The Writers Voice
The Wall of Memory
Over in the far corner of the room, old man Lucas could see the restless relics of his past. The ashes of a thousand yesterdays. About this time every evening, as the day drew down to a close, he sat and thought about what he might have been; what he might have achieved if he took the other path -- the one less traveled.
Up on the wall there were one or two faces he seemed to remember. A voice he could recall with pleasure, the caress of a woman's hand on a summer's night many years ago. Strange how one voice and one touch could stay with him so long. He looked down at his hand, its swollen knuckles, its brown spots and its tortured veins and arteries that wandered like aimless streams. Yes, this hand caressed her breast and touched her lips. The same hand had turned off the water, the heat and signed the order of eviction of Anselmo's apartment when he could not pay his rent.
There were books he could remember with affection, even though the light was bad in this room and he could no longer see to read them. But he could feel them in his hand and in his mind he could riffle through their pages -- hear the voices ... "Is Ahab, Ahab? Is it I, God, or who, that lifts this arm?" ... "Who's to doom, when the judge himself is dragged to the bar?" He could not answer these questions, but he could remember them. There was music too ... "how did that song go ... dum-dee-dumble-um ... something like that." He remembered the tune well but he had lost the rhythm of it. His wife was the dancer in the family; light as air. He felt unworthy when he danced with her. People in the room would stop and sit down to watch her dance.
Old man Lucas struggled to his feet, and with the aid of his black malacca cane took two or three tentative steps into the center of the room. In the mind of his imagination he could see the image of the old family house. It was as clear as a bell.

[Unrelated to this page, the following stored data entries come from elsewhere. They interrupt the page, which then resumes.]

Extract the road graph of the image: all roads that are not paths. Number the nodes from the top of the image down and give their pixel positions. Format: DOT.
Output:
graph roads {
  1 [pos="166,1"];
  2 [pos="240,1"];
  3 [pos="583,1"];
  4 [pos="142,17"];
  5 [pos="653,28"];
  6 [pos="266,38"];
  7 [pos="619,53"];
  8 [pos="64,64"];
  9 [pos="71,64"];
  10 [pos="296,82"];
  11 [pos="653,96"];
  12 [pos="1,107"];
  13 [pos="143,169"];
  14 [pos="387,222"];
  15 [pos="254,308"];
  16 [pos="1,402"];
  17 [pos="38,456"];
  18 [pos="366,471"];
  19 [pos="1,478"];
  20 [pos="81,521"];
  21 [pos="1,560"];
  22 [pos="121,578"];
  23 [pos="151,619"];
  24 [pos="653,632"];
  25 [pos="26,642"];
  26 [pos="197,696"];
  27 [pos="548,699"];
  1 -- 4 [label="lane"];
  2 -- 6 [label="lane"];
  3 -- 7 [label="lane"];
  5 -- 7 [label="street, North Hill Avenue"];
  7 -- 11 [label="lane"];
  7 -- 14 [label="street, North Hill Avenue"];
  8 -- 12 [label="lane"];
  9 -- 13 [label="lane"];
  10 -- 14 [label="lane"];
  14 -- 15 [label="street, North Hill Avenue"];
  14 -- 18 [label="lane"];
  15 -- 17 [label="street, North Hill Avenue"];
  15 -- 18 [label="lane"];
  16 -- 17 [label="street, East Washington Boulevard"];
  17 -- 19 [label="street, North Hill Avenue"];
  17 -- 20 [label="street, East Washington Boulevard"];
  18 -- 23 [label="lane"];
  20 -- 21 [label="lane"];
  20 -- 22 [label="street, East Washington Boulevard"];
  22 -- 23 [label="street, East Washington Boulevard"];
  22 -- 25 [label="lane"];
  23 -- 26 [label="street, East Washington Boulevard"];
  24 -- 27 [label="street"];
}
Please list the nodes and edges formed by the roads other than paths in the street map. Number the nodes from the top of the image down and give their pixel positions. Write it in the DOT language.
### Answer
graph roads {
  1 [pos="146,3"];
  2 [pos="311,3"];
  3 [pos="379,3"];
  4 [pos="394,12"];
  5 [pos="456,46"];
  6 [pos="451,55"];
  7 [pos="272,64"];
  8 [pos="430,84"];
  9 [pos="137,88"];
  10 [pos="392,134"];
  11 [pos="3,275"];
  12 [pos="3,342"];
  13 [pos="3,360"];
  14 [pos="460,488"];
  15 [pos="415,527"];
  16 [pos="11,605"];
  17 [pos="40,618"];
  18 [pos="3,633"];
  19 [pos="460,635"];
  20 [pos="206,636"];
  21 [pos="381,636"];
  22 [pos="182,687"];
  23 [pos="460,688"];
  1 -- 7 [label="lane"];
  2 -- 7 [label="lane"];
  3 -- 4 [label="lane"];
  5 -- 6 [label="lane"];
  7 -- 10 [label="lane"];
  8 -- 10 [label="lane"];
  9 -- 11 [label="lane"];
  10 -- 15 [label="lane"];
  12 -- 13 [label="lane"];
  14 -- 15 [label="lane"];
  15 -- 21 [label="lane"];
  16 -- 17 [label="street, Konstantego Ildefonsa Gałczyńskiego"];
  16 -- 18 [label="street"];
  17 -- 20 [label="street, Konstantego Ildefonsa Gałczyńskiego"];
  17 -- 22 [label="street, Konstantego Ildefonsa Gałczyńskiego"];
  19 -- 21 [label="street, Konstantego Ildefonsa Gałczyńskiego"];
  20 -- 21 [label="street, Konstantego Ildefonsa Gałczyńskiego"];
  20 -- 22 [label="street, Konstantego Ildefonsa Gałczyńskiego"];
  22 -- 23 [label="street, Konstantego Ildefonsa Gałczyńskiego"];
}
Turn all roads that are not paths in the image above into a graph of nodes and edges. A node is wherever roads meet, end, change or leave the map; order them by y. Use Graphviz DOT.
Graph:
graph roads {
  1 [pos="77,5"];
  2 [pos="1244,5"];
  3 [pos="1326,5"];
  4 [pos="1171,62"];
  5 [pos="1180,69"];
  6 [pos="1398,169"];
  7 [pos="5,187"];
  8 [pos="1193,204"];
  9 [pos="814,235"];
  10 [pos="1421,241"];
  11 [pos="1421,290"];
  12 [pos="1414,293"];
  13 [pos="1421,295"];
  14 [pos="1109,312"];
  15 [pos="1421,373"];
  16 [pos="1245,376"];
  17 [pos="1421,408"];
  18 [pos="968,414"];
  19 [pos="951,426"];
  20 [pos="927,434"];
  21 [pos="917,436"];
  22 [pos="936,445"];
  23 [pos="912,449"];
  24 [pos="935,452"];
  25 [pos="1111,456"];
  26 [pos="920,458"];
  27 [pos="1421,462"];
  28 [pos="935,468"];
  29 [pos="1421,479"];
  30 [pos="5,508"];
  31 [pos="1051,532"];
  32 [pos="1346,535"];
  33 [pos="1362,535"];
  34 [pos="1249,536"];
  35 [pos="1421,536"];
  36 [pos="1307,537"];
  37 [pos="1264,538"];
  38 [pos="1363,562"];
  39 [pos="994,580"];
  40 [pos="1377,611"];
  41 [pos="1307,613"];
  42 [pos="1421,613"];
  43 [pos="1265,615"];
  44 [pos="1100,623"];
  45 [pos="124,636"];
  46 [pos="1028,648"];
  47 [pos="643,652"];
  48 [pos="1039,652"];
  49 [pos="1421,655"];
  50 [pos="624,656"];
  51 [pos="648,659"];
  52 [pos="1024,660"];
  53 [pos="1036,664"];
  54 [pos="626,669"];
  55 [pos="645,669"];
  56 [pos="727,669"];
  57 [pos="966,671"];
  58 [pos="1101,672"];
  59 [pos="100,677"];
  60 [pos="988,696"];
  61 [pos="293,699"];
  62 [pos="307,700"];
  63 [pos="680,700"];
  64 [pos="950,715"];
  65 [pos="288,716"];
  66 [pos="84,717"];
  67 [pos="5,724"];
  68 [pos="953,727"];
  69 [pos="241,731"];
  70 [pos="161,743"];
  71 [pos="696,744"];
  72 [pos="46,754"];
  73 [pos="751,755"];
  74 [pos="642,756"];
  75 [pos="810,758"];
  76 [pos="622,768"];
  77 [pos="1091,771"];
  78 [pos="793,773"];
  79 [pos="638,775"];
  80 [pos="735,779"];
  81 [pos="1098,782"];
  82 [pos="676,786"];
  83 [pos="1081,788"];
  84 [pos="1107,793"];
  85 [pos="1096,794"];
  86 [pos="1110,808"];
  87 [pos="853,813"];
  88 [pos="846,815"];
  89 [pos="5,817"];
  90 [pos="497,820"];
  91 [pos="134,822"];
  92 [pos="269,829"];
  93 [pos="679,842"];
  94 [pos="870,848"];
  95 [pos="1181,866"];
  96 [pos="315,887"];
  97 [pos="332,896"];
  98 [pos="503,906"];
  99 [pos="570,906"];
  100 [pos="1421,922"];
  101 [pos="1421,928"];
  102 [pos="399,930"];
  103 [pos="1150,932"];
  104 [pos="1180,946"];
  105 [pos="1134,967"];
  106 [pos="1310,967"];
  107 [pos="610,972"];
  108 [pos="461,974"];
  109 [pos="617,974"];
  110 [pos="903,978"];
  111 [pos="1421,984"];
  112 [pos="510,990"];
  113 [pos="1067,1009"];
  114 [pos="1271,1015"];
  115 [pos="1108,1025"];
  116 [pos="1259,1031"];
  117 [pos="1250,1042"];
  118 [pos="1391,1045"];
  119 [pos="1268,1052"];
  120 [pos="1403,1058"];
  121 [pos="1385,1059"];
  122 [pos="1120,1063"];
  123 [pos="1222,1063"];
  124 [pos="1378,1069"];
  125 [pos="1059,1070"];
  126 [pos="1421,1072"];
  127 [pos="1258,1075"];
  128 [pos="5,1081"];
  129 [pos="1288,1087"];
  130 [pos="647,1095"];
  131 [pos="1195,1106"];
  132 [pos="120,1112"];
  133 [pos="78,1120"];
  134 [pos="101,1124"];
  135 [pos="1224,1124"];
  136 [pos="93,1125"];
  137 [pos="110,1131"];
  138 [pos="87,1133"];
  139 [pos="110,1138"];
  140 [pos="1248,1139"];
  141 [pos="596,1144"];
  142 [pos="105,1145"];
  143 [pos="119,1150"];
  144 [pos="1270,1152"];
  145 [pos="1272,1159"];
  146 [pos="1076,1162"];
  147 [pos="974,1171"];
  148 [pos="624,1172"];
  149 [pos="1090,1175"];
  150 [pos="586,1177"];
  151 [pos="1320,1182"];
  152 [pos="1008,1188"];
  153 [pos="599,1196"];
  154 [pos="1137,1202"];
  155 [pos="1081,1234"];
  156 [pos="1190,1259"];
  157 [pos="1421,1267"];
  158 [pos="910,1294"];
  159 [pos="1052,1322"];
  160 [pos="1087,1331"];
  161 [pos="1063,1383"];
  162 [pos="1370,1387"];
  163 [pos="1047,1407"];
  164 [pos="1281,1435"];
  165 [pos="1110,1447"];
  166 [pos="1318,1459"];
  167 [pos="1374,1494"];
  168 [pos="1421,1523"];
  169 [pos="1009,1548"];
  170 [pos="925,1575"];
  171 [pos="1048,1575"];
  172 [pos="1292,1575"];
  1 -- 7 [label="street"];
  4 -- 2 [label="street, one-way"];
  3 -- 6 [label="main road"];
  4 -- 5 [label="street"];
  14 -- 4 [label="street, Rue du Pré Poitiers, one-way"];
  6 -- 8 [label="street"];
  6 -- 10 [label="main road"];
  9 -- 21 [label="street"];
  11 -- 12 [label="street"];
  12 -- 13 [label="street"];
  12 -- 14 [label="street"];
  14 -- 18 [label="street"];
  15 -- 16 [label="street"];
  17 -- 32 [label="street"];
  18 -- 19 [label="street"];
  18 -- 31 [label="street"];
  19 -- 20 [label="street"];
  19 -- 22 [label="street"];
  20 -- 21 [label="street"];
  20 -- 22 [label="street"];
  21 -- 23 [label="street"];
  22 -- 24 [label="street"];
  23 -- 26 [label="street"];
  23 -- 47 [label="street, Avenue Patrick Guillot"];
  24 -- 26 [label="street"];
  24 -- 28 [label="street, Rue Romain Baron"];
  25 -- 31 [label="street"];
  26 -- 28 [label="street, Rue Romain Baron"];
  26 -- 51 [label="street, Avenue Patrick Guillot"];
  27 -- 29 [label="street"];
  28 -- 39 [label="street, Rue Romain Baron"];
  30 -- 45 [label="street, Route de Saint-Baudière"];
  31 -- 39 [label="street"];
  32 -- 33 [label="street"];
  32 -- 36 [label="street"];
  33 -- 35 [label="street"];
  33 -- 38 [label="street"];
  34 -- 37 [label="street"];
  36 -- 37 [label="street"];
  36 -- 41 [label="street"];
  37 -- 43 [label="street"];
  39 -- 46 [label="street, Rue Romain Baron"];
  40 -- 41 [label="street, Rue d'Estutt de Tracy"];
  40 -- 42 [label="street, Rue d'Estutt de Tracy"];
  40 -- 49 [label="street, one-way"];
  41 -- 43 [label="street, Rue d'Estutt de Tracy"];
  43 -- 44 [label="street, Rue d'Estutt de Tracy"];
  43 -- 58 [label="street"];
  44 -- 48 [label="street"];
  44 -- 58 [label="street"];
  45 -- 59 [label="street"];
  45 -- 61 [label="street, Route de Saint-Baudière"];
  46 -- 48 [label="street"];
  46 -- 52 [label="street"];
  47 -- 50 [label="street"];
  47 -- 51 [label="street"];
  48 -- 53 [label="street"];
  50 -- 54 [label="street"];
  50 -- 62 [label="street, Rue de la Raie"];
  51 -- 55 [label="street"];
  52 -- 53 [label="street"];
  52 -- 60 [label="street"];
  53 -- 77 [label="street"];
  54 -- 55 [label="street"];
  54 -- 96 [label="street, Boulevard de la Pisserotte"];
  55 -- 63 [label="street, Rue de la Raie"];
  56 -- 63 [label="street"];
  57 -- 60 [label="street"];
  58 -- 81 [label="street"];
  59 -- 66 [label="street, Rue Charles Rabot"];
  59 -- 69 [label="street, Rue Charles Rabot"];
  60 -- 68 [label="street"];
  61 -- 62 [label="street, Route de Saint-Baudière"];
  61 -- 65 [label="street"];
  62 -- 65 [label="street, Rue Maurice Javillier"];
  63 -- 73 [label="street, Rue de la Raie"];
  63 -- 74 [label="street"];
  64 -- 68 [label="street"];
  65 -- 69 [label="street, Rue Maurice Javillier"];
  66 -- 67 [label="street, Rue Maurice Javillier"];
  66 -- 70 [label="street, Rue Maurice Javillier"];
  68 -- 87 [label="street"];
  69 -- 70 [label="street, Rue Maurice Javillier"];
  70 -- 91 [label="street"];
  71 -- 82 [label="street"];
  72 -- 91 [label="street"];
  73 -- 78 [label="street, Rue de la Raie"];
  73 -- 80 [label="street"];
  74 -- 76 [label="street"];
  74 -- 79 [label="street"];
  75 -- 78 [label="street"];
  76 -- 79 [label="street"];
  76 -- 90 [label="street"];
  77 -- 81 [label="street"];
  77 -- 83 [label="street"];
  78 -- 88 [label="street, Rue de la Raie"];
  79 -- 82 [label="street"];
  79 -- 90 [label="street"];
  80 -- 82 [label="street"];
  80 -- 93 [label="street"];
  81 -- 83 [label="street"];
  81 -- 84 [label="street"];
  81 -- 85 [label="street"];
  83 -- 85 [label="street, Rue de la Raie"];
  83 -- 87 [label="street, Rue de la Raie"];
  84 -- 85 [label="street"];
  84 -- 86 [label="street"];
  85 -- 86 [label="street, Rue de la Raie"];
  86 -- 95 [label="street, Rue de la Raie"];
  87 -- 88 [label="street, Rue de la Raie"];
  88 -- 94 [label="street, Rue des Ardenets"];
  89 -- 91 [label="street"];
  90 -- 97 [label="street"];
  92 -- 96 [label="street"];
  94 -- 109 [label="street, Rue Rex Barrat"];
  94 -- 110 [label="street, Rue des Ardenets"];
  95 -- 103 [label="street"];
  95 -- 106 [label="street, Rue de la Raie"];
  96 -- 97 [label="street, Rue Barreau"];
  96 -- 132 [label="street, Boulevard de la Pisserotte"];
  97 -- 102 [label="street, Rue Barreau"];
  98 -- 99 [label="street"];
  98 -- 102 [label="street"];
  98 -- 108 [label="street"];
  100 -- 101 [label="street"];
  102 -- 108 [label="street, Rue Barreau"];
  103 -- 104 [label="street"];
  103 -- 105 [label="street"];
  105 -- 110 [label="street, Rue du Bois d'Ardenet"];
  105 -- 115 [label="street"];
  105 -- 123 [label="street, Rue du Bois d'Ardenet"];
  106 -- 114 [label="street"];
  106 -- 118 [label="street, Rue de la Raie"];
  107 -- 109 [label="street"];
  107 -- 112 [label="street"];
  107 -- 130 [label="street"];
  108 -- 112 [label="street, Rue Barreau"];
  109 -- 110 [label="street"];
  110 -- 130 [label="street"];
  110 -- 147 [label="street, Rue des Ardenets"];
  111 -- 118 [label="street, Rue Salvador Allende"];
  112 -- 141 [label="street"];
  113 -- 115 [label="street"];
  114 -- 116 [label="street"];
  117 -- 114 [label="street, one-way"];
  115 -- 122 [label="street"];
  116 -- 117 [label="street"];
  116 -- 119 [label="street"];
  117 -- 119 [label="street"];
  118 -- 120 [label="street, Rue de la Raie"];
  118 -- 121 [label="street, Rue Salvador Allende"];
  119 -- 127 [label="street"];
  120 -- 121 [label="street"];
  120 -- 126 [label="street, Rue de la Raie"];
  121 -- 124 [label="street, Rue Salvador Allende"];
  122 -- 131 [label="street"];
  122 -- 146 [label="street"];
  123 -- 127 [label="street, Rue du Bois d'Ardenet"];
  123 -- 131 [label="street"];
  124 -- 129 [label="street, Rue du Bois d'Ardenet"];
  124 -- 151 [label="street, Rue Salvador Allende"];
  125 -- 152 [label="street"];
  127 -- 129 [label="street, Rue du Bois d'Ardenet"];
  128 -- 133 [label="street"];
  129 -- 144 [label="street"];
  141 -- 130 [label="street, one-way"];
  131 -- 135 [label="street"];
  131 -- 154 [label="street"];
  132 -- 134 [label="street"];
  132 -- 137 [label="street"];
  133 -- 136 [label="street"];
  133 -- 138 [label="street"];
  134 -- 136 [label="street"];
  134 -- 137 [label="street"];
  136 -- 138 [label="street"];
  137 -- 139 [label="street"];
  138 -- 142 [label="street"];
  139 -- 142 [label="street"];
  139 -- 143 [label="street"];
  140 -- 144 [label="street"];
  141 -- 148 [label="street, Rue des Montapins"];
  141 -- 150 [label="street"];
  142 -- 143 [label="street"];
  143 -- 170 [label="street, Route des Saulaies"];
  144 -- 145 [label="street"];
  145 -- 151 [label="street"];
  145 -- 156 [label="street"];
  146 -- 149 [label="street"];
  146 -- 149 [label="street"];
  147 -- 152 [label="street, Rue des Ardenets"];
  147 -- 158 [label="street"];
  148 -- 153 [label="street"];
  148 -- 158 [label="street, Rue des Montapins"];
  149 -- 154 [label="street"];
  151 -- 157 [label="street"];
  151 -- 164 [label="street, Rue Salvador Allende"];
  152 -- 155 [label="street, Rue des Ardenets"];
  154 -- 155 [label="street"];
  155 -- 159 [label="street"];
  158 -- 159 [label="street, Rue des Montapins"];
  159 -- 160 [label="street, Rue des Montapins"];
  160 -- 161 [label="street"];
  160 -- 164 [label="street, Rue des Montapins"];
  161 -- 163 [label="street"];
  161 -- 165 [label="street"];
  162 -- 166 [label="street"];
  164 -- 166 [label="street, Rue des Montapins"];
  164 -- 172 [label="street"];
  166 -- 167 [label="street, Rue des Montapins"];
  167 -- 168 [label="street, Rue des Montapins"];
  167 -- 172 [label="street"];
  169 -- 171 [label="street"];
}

He could see it once more, standing alone, lit up like a cruise ship at Christmas. So many happy times in that old house. Holidays. Fires in the hearth. The light in her eyes -- the laughter of the children. No wonder money meant so much to him. How could a man raise a family without the money coming in?
The children! "Yes," he said to himself. "Maybe that was the reason for it all." He stumbled a bit in the middle of the room, and hurried back to the chair. He sat now with the cane across his knees, drumming his fingers on the shiny licorice blackness of it. The children! He sent each of them through college. He sent two through graduate school. That must have been the reason for it all, he couldn't think of any other.
"Then why! Damn it, why!!" How could they do this to him? The least they could
do was come to see him now and then. They put him here so they could get on with
their lives and forget him. They said he'd get his meals on time. They wouldn't
let him forget his medicine -- and most of all he'd be with people his own age.
His own kind.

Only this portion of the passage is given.